▶ [Description of the task]: From the line containing "Trace all roads" onward, retype each line of the entries below exactly, last line included.

══════

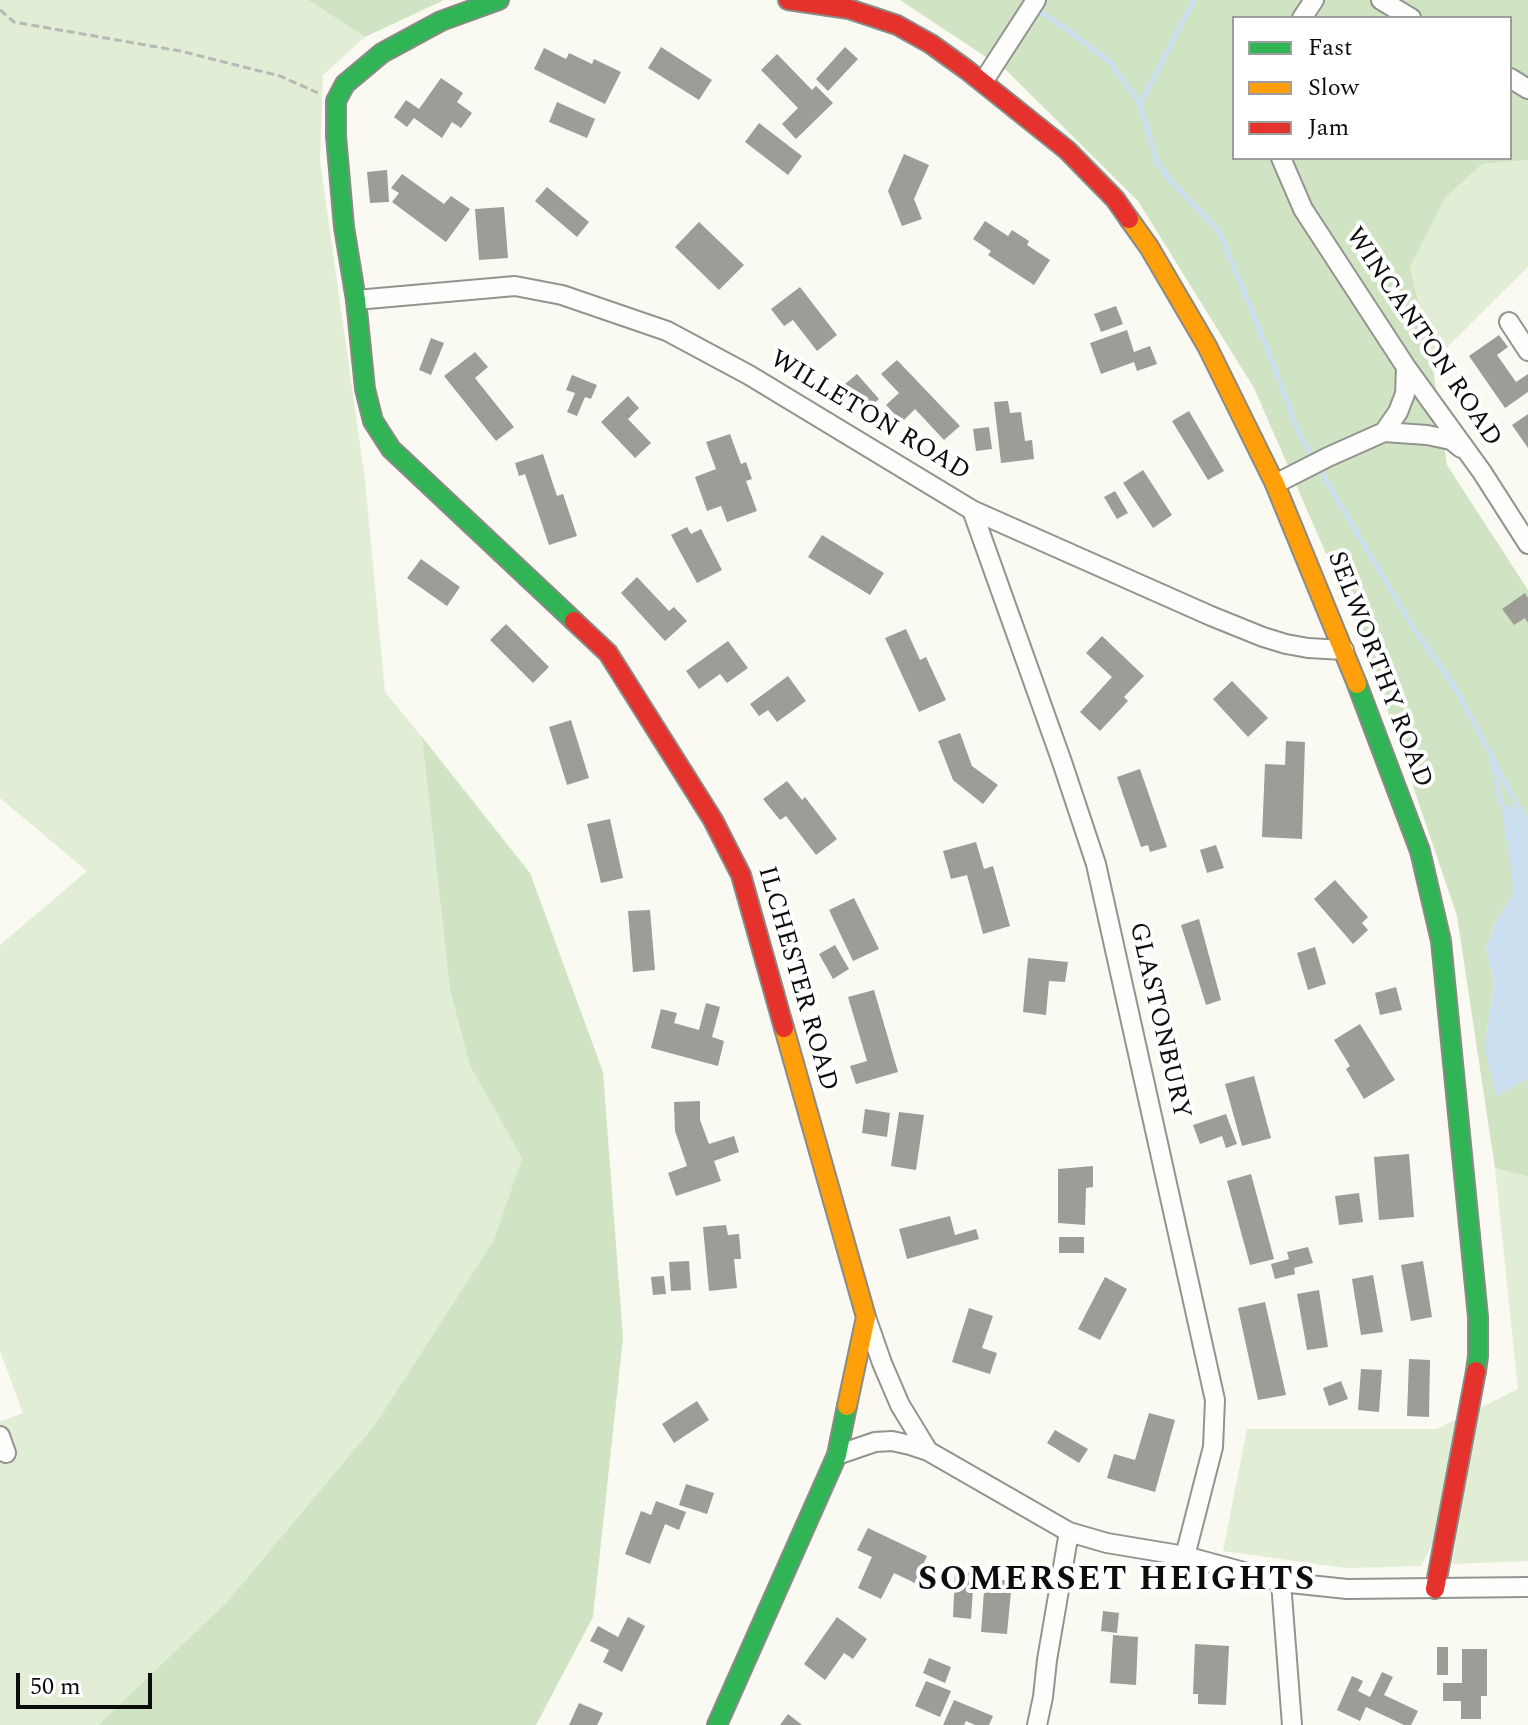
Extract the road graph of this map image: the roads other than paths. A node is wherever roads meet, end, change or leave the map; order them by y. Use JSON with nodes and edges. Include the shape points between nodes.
{"nodes":[{"id":1,"x":499,"y":0,"type":"edge"},
{"id":2,"x":788,"y":0,"type":"edge"},
{"id":3,"x":1036,"y":0,"type":"edge"},
{"id":4,"x":1381,"y":0,"type":"edge"},
{"id":5,"x":1408,"y":16,"type":"edge"},
{"id":6,"x":983,"y":82,"type":"junction"},
{"id":7,"x":1282,"y":160,"type":"edge"},
{"id":8,"x":356,"y":300,"type":"junction"},
{"id":9,"x":1509,"y":322,"type":"dead end"},
{"id":10,"x":1528,"y":351,"type":"edge"},
{"id":11,"x":1406,"y":367,"type":"junction"},
{"id":12,"x":1384,"y":432,"type":"junction"},
{"id":13,"x":1470,"y":455,"type":"junction"},
{"id":14,"x":1275,"y":484,"type":"junction"},
{"id":15,"x":972,"y":510,"type":"junction"},
{"id":16,"x":1528,"y":544,"type":"edge"},
{"id":17,"x":1344,"y":650,"type":"junction"},
{"id":18,"x":866,"y":1317,"type":"junction"},
{"id":19,"x":928,"y":1451,"type":"junction"},
{"id":20,"x":837,"y":1455,"type":"junction"},
{"id":21,"x":1069,"y":1532,"type":"junction"},
{"id":22,"x":1185,"y":1556,"type":"junction"},
{"id":23,"x":1281,"y":1582,"type":"junction"},
{"id":24,"x":1435,"y":1589,"type":"junction"},
{"id":25,"x":1527,"y":1593,"type":"edge"},
{"id":26,"x":717,"y":1725,"type":"edge"},
{"id":27,"x":1037,"y":1725,"type":"edge"},
{"id":28,"x":1292,"y":1725,"type":"edge"}],
"edges":[{"from":1,"to":8,"type":"street","via":[[441,21],[382,53],[345,84],[336,101],[344,227]]},
{"from":2,"to":6,"type":"street","name":"SELWORTHY ROAD","via":[[849,9],[897,25]]},
{"from":3,"to":6,"type":"street"},
{"from":4,"to":5,"type":"street"},
{"from":6,"to":14,"type":"street","name":"SELWORTHY ROAD","via":[[1067,150],[1115,199],[1207,346]]},
{"from":7,"to":11,"type":"street","name":"WINCANTON ROAD","via":[[1303,209]]},
{"from":8,"to":15,"type":"street","name":"WILLETON ROAD","via":[[515,286],[562,295],[667,331]]},
{"from":8,"to":18,"type":"street","name":"ILCHESTER ROAD","via":[[365,389],[373,421],[391,449],[608,653],[713,820],[741,875]]},
{"from":9,"to":10,"type":"street"},
{"from":11,"to":12,"type":"street","via":[[1405,394]]},
{"from":11,"to":13,"type":"street","name":"WINCANTON ROAD"},
{"from":12,"to":13,"type":"street","via":[[1451,440]]},
{"from":12,"to":14,"type":"street"},
{"from":13,"to":16,"type":"street","name":"WINCANTON ROAD"},
{"from":14,"to":17,"type":"street","name":"SELWORTHY ROAD"},
{"from":15,"to":17,"type":"street","name":"WILLETON ROAD","via":[[1263,637]]},
{"from":15,"to":22,"type":"street","name":"GLASTONBURY","via":[[1096,864],[1215,1400],[1213,1447]]},
{"from":17,"to":24,"type":"street","name":"SELWORTHY ROAD","via":[[1420,851],[1441,941],[1478,1317],[1471,1404]]},
{"from":18,"to":19,"type":"street","via":[[900,1405]]},
{"from":18,"to":20,"type":"street","name":"ILCHESTER ROAD"},
{"from":19,"to":20,"type":"street","via":[[892,1441]]},
{"from":19,"to":21,"type":"street"},
{"from":20,"to":26,"type":"street","name":"ILCHESTER ROAD"},
{"from":21,"to":22,"type":"street"},
{"from":21,"to":27,"type":"street"},
{"from":22,"to":23,"type":"street"},
{"from":23,"to":24,"type":"street"},
{"from":23,"to":28,"type":"street"},
{"from":24,"to":25,"type":"street"}]}
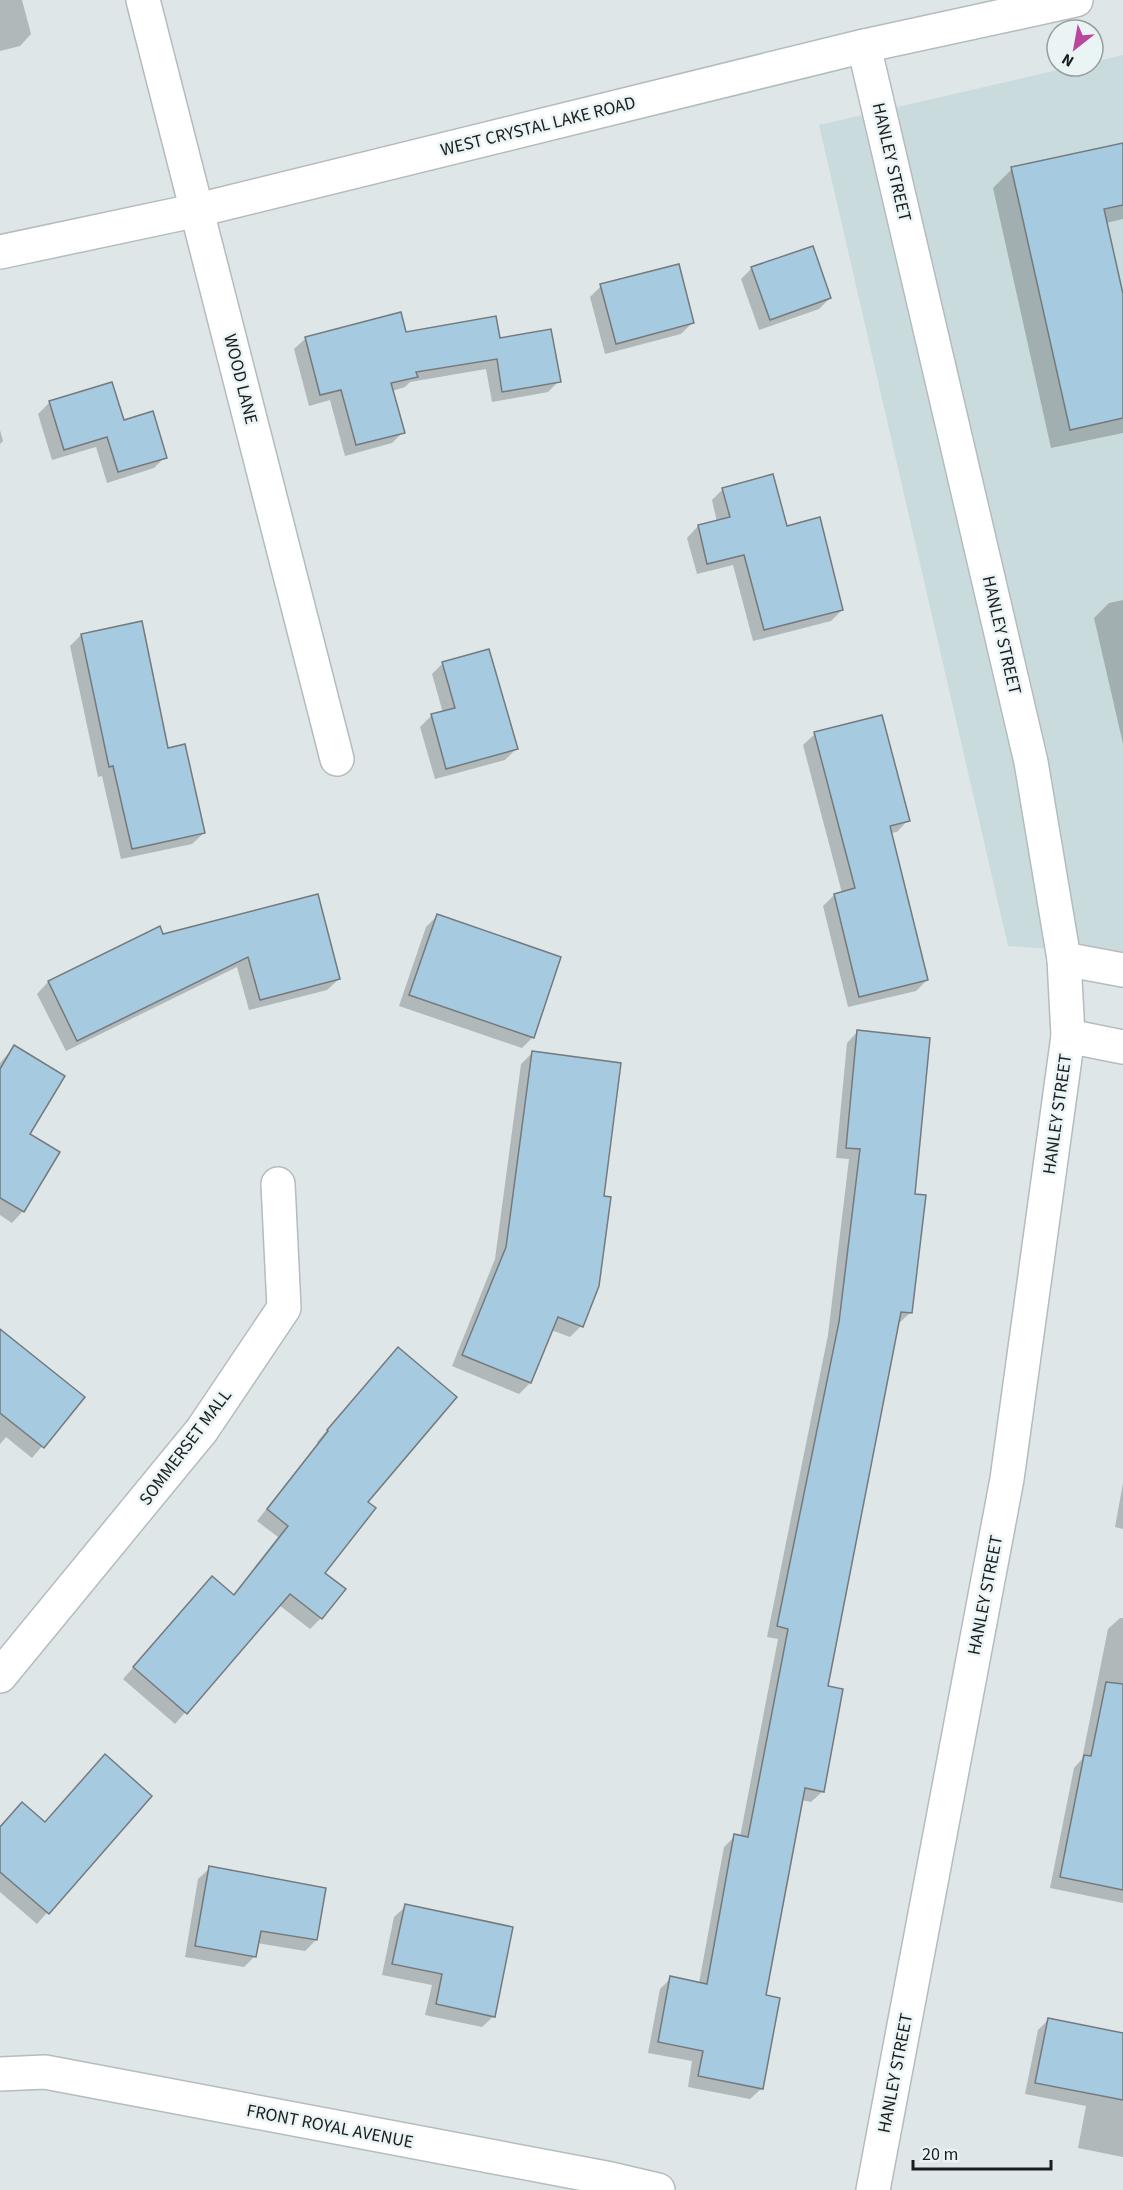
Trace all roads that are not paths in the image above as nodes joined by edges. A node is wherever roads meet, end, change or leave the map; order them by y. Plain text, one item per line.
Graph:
1 (143, 0) edge
2 (1077, 0) edge
3 (864, 46) junction
4 (198, 210) junction
5 (0, 252) edge
6 (337, 759) dead end
7 (1064, 959) junction
8 (1123, 970) edge
9 (1068, 1036) junction
10 (1123, 1047) edge
11 (278, 1184) dead end
12 (0, 1676) edge
13 (0, 2074) edge
14 (610, 2184) edge
15 (658, 2190) edge
16 (873, 2190) edge

1 - 4 street, WOOD LANE
2 - 3 street, WEST CRYSTAL LAKE ROAD
3 - 4 street, WEST CRYSTAL LAKE ROAD
3 - 7 street, HANLEY STREET
4 - 5 street, WEST CRYSTAL LAKE ROAD
4 - 6 street, WOOD LANE
7 - 8 street
7 - 9 street, HANLEY STREET
9 - 10 street
9 - 16 street, HANLEY STREET
11 - 12 street, SOMMERSET MALL
13 - 14 street, FRONT ROYAL AVENUE
14 - 15 street, FRONT ROYAL AVENUE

══════

▶ [Solution to the problem]:
Trace all roads that are not paths in the image above as nodes joined by edges. A node is wherever roads meet, end, change or leave the map; order them by y. Plain text, one item per line.
Graph:
1 (143, 0) edge
2 (1077, 0) edge
3 (864, 46) junction
4 (198, 210) junction
5 (0, 252) edge
6 (337, 759) dead end
7 (1064, 959) junction
8 (1123, 970) edge
9 (1068, 1036) junction
10 (1123, 1047) edge
11 (278, 1184) dead end
12 (0, 1676) edge
13 (0, 2074) edge
14 (610, 2184) edge
15 (658, 2190) edge
16 (873, 2190) edge

1 - 4 street, WOOD LANE
2 - 3 street, WEST CRYSTAL LAKE ROAD
3 - 4 street, WEST CRYSTAL LAKE ROAD
3 - 7 street, HANLEY STREET
4 - 5 street, WEST CRYSTAL LAKE ROAD
4 - 6 street, WOOD LANE
7 - 8 street
7 - 9 street, HANLEY STREET
9 - 10 street
9 - 16 street, HANLEY STREET
11 - 12 street, SOMMERSET MALL
13 - 14 street, FRONT ROYAL AVENUE
14 - 15 street, FRONT ROYAL AVENUE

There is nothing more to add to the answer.